### Instructions to follow
Before doing anything else, copy the entries below exactly.

BEGIN

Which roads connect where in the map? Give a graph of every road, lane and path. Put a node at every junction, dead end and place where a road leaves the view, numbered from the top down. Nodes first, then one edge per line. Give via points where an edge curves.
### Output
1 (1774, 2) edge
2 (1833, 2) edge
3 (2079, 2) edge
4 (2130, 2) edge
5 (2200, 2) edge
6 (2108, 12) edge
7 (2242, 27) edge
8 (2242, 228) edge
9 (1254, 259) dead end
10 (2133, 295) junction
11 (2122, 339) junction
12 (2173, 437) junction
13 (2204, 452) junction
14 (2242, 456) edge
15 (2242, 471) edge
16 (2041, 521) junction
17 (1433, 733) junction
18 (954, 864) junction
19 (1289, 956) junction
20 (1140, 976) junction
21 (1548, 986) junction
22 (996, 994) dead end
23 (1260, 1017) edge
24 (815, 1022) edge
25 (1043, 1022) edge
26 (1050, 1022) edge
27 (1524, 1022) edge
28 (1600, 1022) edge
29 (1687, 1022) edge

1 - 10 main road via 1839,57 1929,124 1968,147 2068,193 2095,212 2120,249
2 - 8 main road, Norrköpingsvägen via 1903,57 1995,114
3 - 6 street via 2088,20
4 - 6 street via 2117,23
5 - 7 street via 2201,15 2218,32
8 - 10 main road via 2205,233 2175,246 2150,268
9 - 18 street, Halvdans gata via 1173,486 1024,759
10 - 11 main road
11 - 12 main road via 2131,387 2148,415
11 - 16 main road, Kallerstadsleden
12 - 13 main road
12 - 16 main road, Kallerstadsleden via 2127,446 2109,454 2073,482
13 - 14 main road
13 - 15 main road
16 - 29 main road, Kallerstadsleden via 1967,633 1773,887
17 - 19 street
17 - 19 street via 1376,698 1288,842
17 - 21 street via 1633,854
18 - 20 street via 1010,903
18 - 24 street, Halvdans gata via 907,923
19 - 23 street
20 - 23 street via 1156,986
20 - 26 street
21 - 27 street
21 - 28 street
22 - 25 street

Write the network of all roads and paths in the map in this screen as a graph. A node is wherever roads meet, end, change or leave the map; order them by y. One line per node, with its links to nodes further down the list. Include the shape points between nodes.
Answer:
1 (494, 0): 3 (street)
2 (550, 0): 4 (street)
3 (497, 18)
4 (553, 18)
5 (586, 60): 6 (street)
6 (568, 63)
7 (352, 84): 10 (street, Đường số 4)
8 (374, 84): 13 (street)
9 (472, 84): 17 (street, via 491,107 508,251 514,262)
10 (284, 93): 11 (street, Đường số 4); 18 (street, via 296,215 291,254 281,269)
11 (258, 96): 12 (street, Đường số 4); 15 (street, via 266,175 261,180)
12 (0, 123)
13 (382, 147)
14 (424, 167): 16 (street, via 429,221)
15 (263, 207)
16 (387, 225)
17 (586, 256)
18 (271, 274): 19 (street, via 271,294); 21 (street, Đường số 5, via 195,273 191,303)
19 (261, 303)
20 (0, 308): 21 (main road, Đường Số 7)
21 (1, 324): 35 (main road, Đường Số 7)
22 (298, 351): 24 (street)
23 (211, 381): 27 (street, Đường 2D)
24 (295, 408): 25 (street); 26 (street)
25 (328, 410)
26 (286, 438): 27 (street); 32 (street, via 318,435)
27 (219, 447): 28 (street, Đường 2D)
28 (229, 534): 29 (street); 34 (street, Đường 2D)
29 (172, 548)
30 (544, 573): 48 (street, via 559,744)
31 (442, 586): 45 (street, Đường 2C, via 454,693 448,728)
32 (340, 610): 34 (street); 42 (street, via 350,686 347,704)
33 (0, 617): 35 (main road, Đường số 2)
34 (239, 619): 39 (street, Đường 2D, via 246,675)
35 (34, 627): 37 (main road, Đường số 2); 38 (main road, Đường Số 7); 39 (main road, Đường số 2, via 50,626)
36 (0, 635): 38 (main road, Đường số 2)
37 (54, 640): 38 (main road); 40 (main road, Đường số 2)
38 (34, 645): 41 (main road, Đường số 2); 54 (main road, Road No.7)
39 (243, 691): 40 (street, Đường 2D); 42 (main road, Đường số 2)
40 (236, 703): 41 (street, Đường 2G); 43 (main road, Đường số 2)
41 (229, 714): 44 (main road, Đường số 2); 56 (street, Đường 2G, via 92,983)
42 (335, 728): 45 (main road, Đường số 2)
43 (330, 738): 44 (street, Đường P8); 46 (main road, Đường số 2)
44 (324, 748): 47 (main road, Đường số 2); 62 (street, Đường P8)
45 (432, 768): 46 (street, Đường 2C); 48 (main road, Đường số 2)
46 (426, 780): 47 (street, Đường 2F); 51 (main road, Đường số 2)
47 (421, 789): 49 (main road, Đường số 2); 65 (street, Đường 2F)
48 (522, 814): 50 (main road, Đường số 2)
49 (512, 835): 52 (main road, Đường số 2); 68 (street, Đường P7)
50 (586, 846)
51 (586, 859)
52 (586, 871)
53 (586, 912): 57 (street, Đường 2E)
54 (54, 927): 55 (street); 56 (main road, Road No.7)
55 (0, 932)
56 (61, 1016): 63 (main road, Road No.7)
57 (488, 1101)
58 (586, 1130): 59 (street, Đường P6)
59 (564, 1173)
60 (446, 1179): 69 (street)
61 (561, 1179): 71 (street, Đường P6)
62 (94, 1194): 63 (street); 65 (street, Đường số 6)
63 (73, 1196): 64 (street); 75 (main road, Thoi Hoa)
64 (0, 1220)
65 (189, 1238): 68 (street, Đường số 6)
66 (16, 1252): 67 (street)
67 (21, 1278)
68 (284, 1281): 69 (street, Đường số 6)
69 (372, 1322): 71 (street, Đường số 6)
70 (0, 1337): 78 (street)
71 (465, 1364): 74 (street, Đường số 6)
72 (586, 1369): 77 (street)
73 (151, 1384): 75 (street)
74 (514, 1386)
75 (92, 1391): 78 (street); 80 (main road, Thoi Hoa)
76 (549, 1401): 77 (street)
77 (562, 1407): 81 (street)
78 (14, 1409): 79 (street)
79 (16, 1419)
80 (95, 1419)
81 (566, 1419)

END

### Output
Which roads connect where in the map? Give a graph of every road, lane and path. Put a node at every junction, dead end and place where a road leaves the view, numbered from the top down. Nodes first, then one edge per line. Give via points where an edge curves.
### Output
1 (1774, 2) edge
2 (1833, 2) edge
3 (2079, 2) edge
4 (2130, 2) edge
5 (2200, 2) edge
6 (2108, 12) edge
7 (2242, 27) edge
8 (2242, 228) edge
9 (1254, 259) dead end
10 (2133, 295) junction
11 (2122, 339) junction
12 (2173, 437) junction
13 (2204, 452) junction
14 (2242, 456) edge
15 (2242, 471) edge
16 (2041, 521) junction
17 (1433, 733) junction
18 (954, 864) junction
19 (1289, 956) junction
20 (1140, 976) junction
21 (1548, 986) junction
22 (996, 994) dead end
23 (1260, 1017) edge
24 (815, 1022) edge
25 (1043, 1022) edge
26 (1050, 1022) edge
27 (1524, 1022) edge
28 (1600, 1022) edge
29 (1687, 1022) edge

1 - 10 main road via 1839,57 1929,124 1968,147 2068,193 2095,212 2120,249
2 - 8 main road, Norrköpingsvägen via 1903,57 1995,114
3 - 6 street via 2088,20
4 - 6 street via 2117,23
5 - 7 street via 2201,15 2218,32
8 - 10 main road via 2205,233 2175,246 2150,268
9 - 18 street, Halvdans gata via 1173,486 1024,759
10 - 11 main road
11 - 12 main road via 2131,387 2148,415
11 - 16 main road, Kallerstadsleden
12 - 13 main road
12 - 16 main road, Kallerstadsleden via 2127,446 2109,454 2073,482
13 - 14 main road
13 - 15 main road
16 - 29 main road, Kallerstadsleden via 1967,633 1773,887
17 - 19 street
17 - 19 street via 1376,698 1288,842
17 - 21 street via 1633,854
18 - 20 street via 1010,903
18 - 24 street, Halvdans gata via 907,923
19 - 23 street
20 - 23 street via 1156,986
20 - 26 street
21 - 27 street
21 - 28 street
22 - 25 street

Write the network of all roads and paths in the map in this screen as a graph. A node is wherever roads meet, end, change or leave the map; order them by y. One line per node, with its links to nodes further down the list. Include the shape points between nodes.
Answer:
1 (494, 0): 3 (street)
2 (550, 0): 4 (street)
3 (497, 18)
4 (553, 18)
5 (586, 60): 6 (street)
6 (568, 63)
7 (352, 84): 10 (street, Đường số 4)
8 (374, 84): 13 (street)
9 (472, 84): 17 (street, via 491,107 508,251 514,262)
10 (284, 93): 11 (street, Đường số 4); 18 (street, via 296,215 291,254 281,269)
11 (258, 96): 12 (street, Đường số 4); 15 (street, via 266,175 261,180)
12 (0, 123)
13 (382, 147)
14 (424, 167): 16 (street, via 429,221)
15 (263, 207)
16 (387, 225)
17 (586, 256)
18 (271, 274): 19 (street, via 271,294); 21 (street, Đường số 5, via 195,273 191,303)
19 (261, 303)
20 (0, 308): 21 (main road, Đường Số 7)
21 (1, 324): 35 (main road, Đường Số 7)
22 (298, 351): 24 (street)
23 (211, 381): 27 (street, Đường 2D)
24 (295, 408): 25 (street); 26 (street)
25 (328, 410)
26 (286, 438): 27 (street); 32 (street, via 318,435)
27 (219, 447): 28 (street, Đường 2D)
28 (229, 534): 29 (street); 34 (street, Đường 2D)
29 (172, 548)
30 (544, 573): 48 (street, via 559,744)
31 (442, 586): 45 (street, Đường 2C, via 454,693 448,728)
32 (340, 610): 34 (street); 42 (street, via 350,686 347,704)
33 (0, 617): 35 (main road, Đường số 2)
34 (239, 619): 39 (street, Đường 2D, via 246,675)
35 (34, 627): 37 (main road, Đường số 2); 38 (main road, Đường Số 7); 39 (main road, Đường số 2, via 50,626)
36 (0, 635): 38 (main road, Đường số 2)
37 (54, 640): 38 (main road); 40 (main road, Đường số 2)
38 (34, 645): 41 (main road, Đường số 2); 54 (main road, Road No.7)
39 (243, 691): 40 (street, Đường 2D); 42 (main road, Đường số 2)
40 (236, 703): 41 (street, Đường 2G); 43 (main road, Đường số 2)
41 (229, 714): 44 (main road, Đường số 2); 56 (street, Đường 2G, via 92,983)
42 (335, 728): 45 (main road, Đường số 2)
43 (330, 738): 44 (street, Đường P8); 46 (main road, Đường số 2)
44 (324, 748): 47 (main road, Đường số 2); 62 (street, Đường P8)
45 (432, 768): 46 (street, Đường 2C); 48 (main road, Đường số 2)
46 (426, 780): 47 (street, Đường 2F); 51 (main road, Đường số 2)
47 (421, 789): 49 (main road, Đường số 2); 65 (street, Đường 2F)
48 (522, 814): 50 (main road, Đường số 2)
49 (512, 835): 52 (main road, Đường số 2); 68 (street, Đường P7)
50 (586, 846)
51 (586, 859)
52 (586, 871)
53 (586, 912): 57 (street, Đường 2E)
54 (54, 927): 55 (street); 56 (main road, Road No.7)
55 (0, 932)
56 (61, 1016): 63 (main road, Road No.7)
57 (488, 1101)
58 (586, 1130): 59 (street, Đường P6)
59 (564, 1173)
60 (446, 1179): 69 (street)
61 (561, 1179): 71 (street, Đường P6)
62 (94, 1194): 63 (street); 65 (street, Đường số 6)
63 (73, 1196): 64 (street); 75 (main road, Thoi Hoa)
64 (0, 1220)
65 (189, 1238): 68 (street, Đường số 6)
66 (16, 1252): 67 (street)
67 (21, 1278)
68 (284, 1281): 69 (street, Đường số 6)
69 (372, 1322): 71 (street, Đường số 6)
70 (0, 1337): 78 (street)
71 (465, 1364): 74 (street, Đường số 6)
72 (586, 1369): 77 (street)
73 (151, 1384): 75 (street)
74 (514, 1386)
75 (92, 1391): 78 (street); 80 (main road, Thoi Hoa)
76 (549, 1401): 77 (street)
77 (562, 1407): 81 (street)
78 (14, 1409): 79 (street)
79 (16, 1419)
80 (95, 1419)
81 (566, 1419)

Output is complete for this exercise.